Washington had cried when he read that letter, said Hamilton, without any trace of jealousy in his voice. Peggy had noted it, impressed. So he was capable of loving a friend selflessly. Another mark in her tally in favor of her sister’s suitor.
Hearing the men laughing in the meadow like schoolboys at recess, the Schuyler sisters had come out to watch, bringing their own stitching with them. Martha had enlisted their help in producing linen shirts for foot soldiers. Now that the snows had finally melted, she had been able to find some linsey-woolsey for the task. They sat on stumps with Martha while the aides-de-camp sprawled along the ground beside them, happily chewing on new-soft blades of grass. Washington and his nephew continued tossing the ball.

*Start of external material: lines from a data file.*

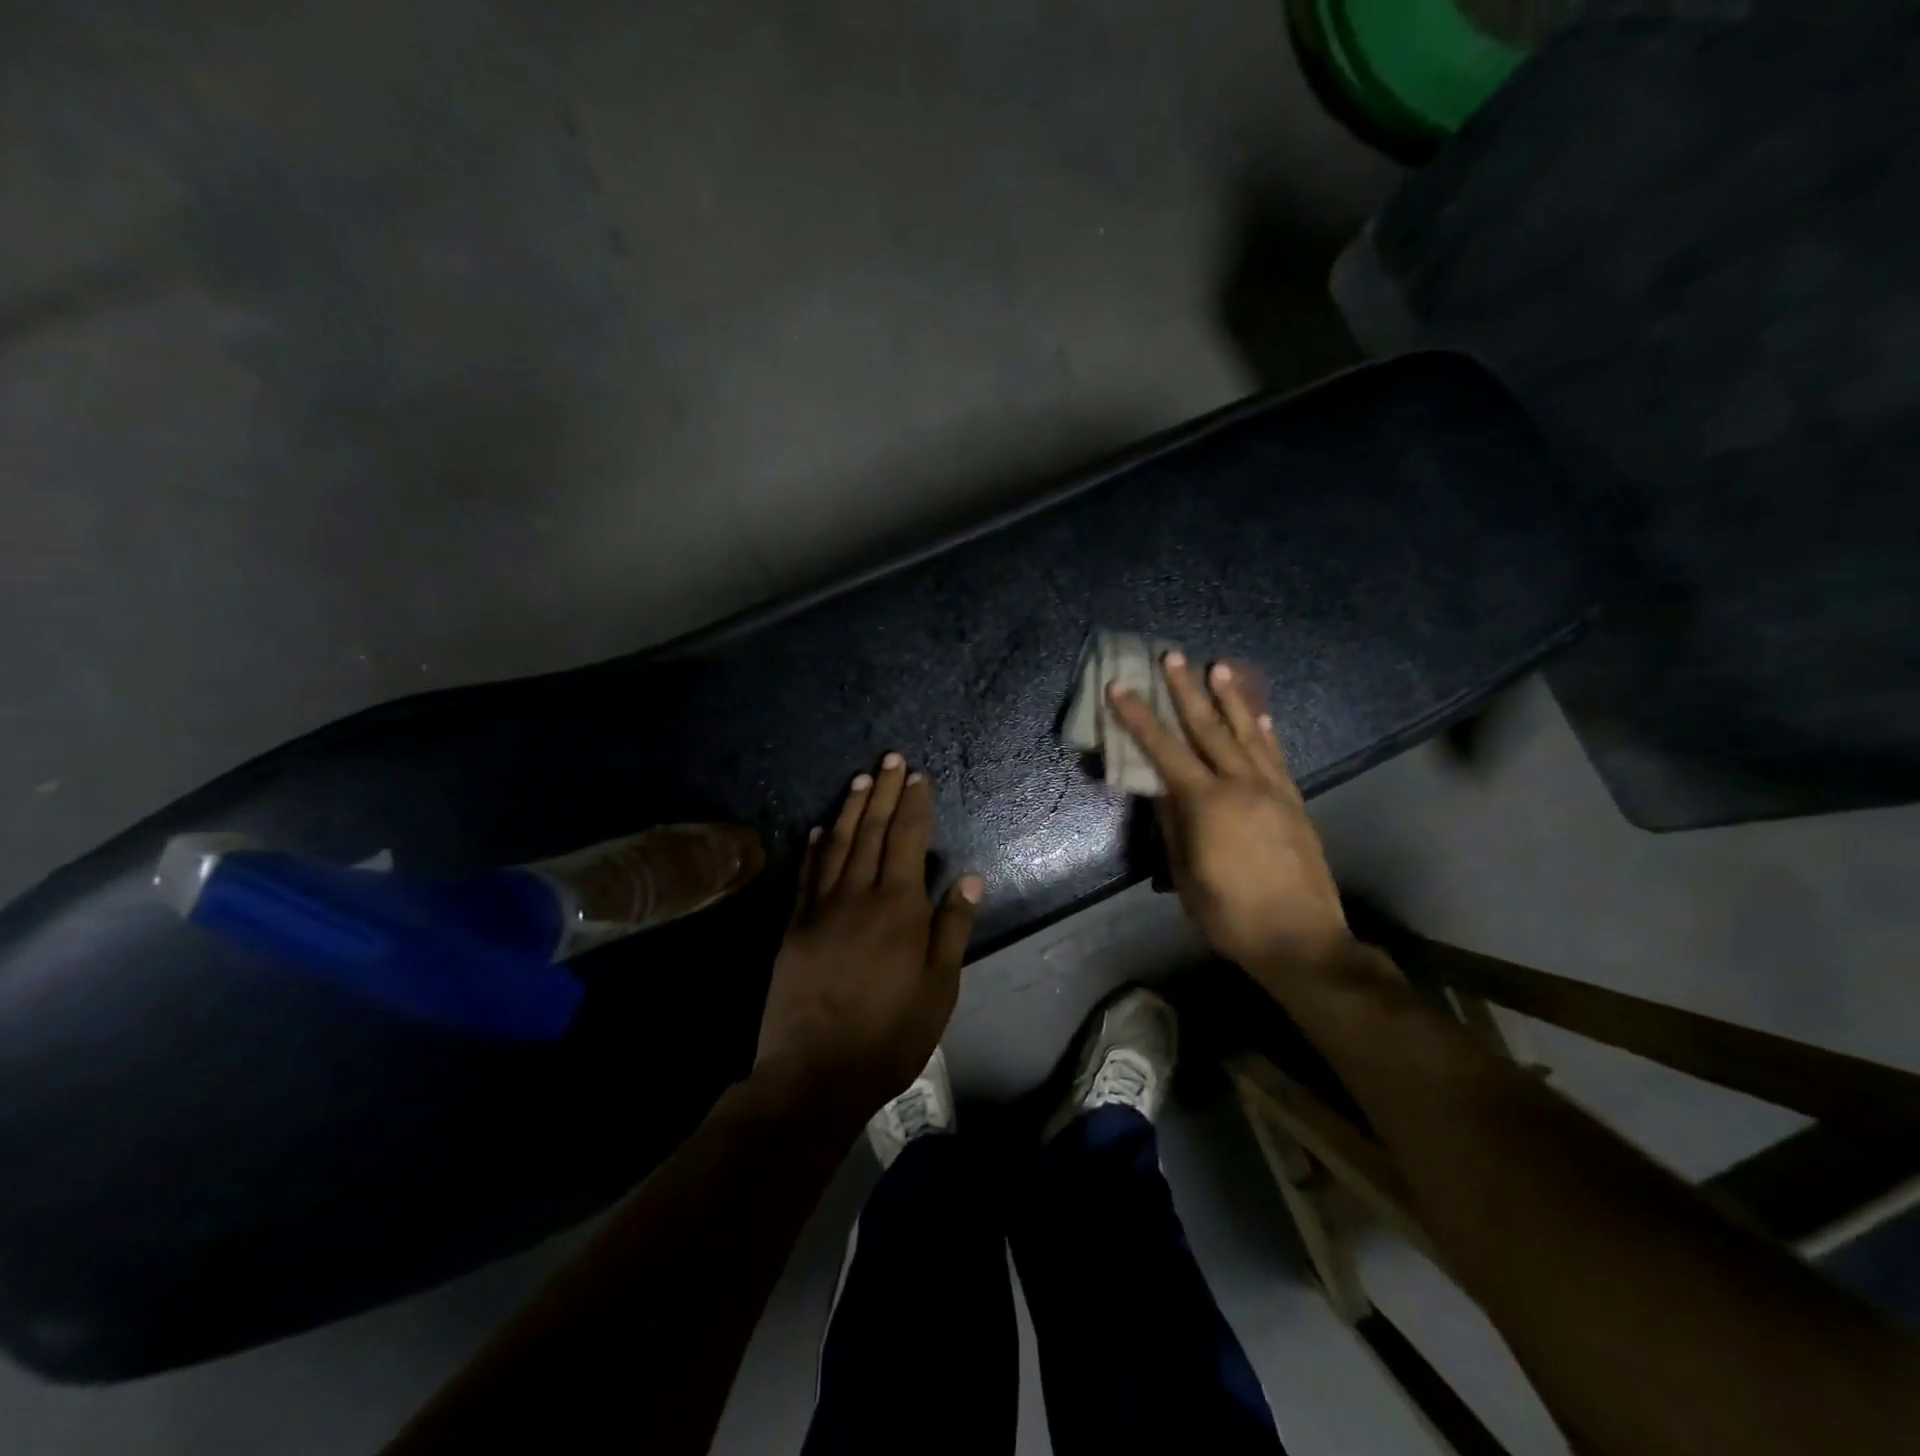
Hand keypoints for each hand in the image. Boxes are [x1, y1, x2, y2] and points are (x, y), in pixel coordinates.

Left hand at [754, 753, 981, 1116]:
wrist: (815, 1073)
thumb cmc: (890, 1034)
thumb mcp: (939, 988)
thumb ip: (952, 928)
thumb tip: (968, 879)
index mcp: (898, 907)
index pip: (907, 839)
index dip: (914, 805)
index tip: (917, 776)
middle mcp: (857, 894)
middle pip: (871, 830)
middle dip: (883, 791)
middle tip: (891, 758)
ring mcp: (820, 908)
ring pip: (837, 844)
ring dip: (850, 807)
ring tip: (860, 778)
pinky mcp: (794, 926)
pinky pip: (807, 874)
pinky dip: (815, 846)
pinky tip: (820, 828)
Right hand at [1106, 653, 1353, 983]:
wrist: (1302, 940)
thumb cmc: (1230, 915)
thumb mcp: (1186, 875)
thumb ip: (1173, 826)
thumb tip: (1161, 791)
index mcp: (1207, 804)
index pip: (1164, 750)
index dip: (1139, 718)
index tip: (1121, 687)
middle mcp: (1241, 785)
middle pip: (1208, 728)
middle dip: (1186, 690)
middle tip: (1171, 656)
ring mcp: (1273, 790)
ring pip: (1248, 733)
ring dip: (1230, 698)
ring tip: (1218, 665)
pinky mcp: (1294, 801)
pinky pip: (1276, 756)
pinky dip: (1265, 731)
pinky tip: (1260, 714)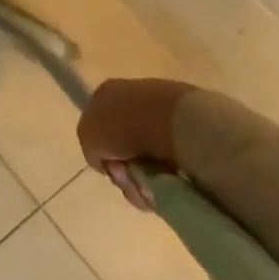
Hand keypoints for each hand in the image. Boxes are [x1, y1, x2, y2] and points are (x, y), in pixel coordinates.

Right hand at [76, 78, 195, 210]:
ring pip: (148, 161)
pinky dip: (168, 180)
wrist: (174, 123)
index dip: (101, 150)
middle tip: (129, 178)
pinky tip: (169, 182)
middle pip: (124, 148)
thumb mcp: (87, 134)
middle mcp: (135, 101)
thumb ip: (90, 146)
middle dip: (124, 170)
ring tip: (151, 186)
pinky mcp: (191, 136)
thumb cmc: (123, 124)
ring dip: (144, 180)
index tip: (110, 164)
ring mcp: (165, 118)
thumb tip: (107, 160)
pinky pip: (172, 166)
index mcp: (109, 93)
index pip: (99, 126)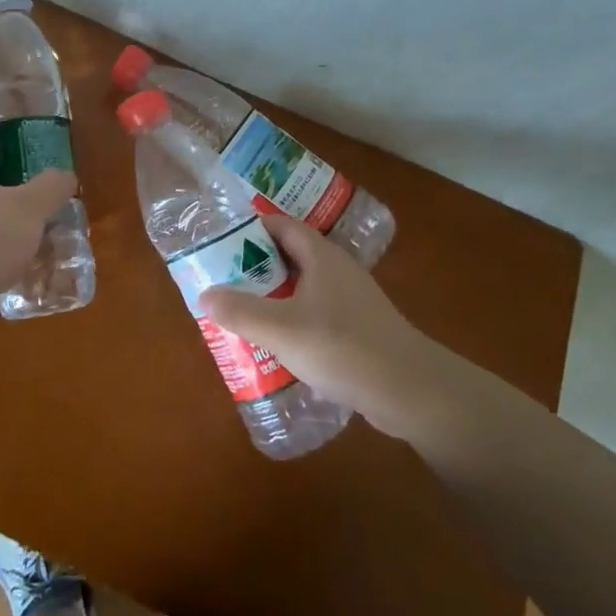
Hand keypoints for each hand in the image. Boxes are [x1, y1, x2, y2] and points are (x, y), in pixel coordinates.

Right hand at [199, 213, 456, 439]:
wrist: (411, 390)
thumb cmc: (344, 347)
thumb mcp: (282, 330)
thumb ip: (241, 311)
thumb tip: (204, 294)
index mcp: (321, 255)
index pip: (280, 225)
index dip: (250, 228)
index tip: (220, 243)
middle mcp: (337, 269)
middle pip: (290, 255)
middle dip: (256, 265)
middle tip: (224, 281)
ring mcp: (351, 298)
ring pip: (303, 286)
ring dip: (274, 295)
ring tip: (243, 313)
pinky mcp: (359, 327)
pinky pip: (316, 312)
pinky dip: (294, 319)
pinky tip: (278, 345)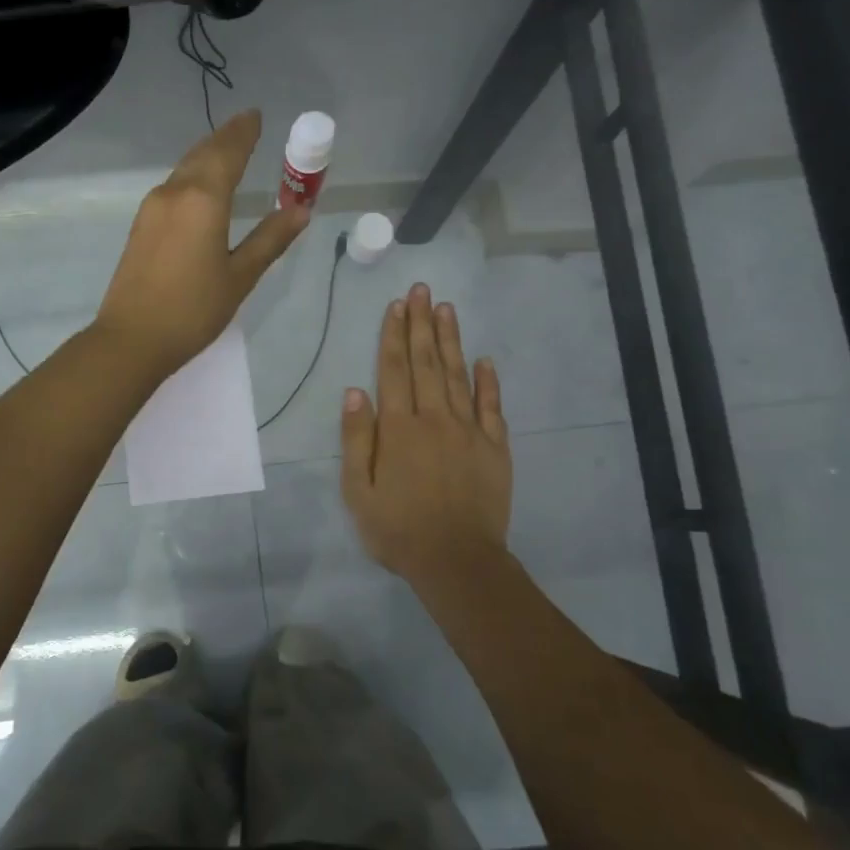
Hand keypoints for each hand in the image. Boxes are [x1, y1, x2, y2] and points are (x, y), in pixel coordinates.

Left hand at [95, 110, 307, 379]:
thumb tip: (300, 209)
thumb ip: (270, 239)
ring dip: (206, 154)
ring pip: (184, 169)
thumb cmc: (193, 310)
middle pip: (202, 154)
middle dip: (225, 138)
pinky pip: (172, 186)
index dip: (244, 133)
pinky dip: (192, 175)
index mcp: (203, 199)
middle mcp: (174, 193)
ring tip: (226, 149)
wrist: (132, 339)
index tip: (257, 116)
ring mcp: (152, 208)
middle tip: (245, 126)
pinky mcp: (141, 226)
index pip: (228, 152)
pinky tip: (199, 186)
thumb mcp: (240, 276)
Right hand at [341, 284, 511, 589]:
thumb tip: (354, 392)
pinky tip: (485, 359)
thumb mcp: (359, 491)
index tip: (396, 305)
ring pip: (459, 375)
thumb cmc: (398, 529)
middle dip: (421, 324)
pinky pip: (492, 406)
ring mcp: (469, 431)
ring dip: (451, 340)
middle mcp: (434, 419)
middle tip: (421, 290)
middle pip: (427, 362)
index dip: (393, 336)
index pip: (394, 371)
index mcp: (399, 429)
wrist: (457, 560)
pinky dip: (488, 381)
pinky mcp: (495, 447)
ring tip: (446, 309)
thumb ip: (357, 440)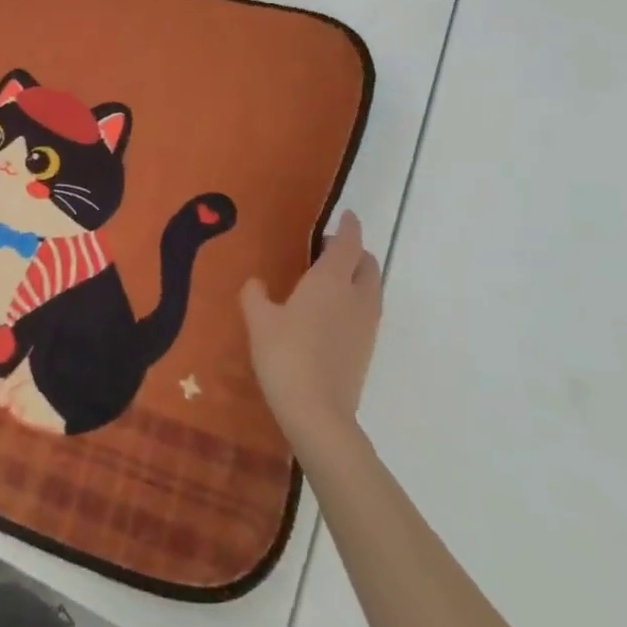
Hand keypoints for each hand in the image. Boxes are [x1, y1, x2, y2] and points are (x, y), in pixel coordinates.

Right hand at [242, 210, 382, 444]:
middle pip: (368, 264)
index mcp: (331, 281)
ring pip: (371, 288)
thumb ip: (255, 294)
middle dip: (354, 251)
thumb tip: (256, 283)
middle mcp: (356, 296)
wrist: (317, 411)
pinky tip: (330, 313)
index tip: (347, 214)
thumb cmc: (285, 355)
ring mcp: (366, 324)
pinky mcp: (367, 348)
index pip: (349, 243)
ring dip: (357, 276)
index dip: (349, 226)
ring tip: (328, 280)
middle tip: (327, 250)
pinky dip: (355, 300)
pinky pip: (367, 310)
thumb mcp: (258, 320)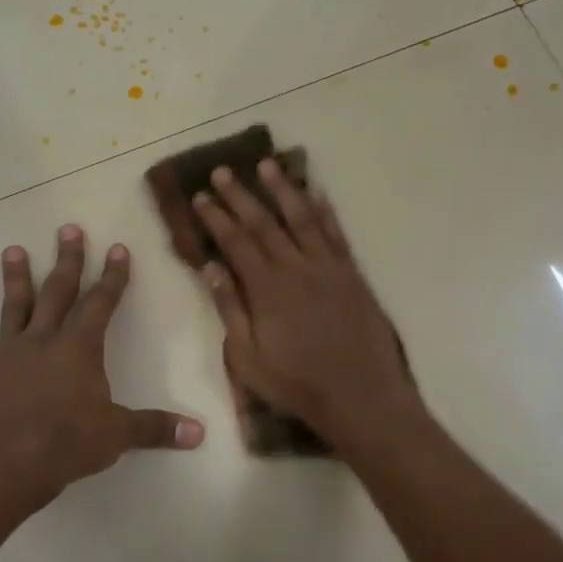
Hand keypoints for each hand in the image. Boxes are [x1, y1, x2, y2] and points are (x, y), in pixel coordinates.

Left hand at [0, 225, 203, 515]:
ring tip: (12, 250)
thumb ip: (156, 429)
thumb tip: (200, 434)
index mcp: (79, 349)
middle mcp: (42, 342)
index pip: (101, 304)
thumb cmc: (65, 444)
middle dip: (66, 262)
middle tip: (68, 229)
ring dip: (14, 281)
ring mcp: (6, 357)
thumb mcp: (118, 436)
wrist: (2, 467)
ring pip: (12, 310)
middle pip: (57, 294)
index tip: (118, 248)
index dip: (113, 277)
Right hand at [193, 160, 421, 445]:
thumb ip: (230, 310)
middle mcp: (297, 268)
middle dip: (241, 195)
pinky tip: (316, 193)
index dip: (216, 217)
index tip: (201, 196)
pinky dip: (325, 210)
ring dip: (283, 189)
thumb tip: (210, 268)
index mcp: (267, 289)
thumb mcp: (248, 359)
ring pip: (302, 218)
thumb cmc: (298, 384)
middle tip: (223, 170)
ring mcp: (328, 268)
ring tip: (266, 165)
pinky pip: (336, 233)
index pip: (235, 242)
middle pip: (264, 223)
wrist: (361, 396)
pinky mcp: (352, 274)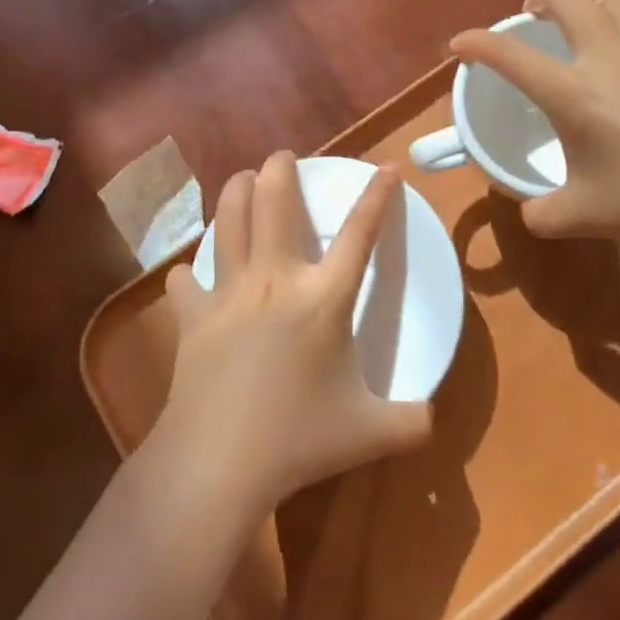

Obviously flustered by Hamilton’s nearness and more accustomed to stitching decorative embroidery than utilitarian seams, Eliza pricked her finger with her needle. She gave a little yelp of pain. Hamilton pulled out his handkerchief to wrap it and kissed the tiny wound.
Peggy sighed impatiently. She was truly glad to be doing something useful for the threadbare Patriots—especially when remembering those starved sentries the night her sleigh approached Morristown. But, oh, how she itched for some task more intellectually stimulating than sewing. Her gaze wandered, catching Hamilton as he slid his hand under her sister’s hem and crept it up her shoe to gently caress Eliza’s ankle. He was trying to be secretive but Eliza certainly wasn’t helping with that. Her pretty face was crimson.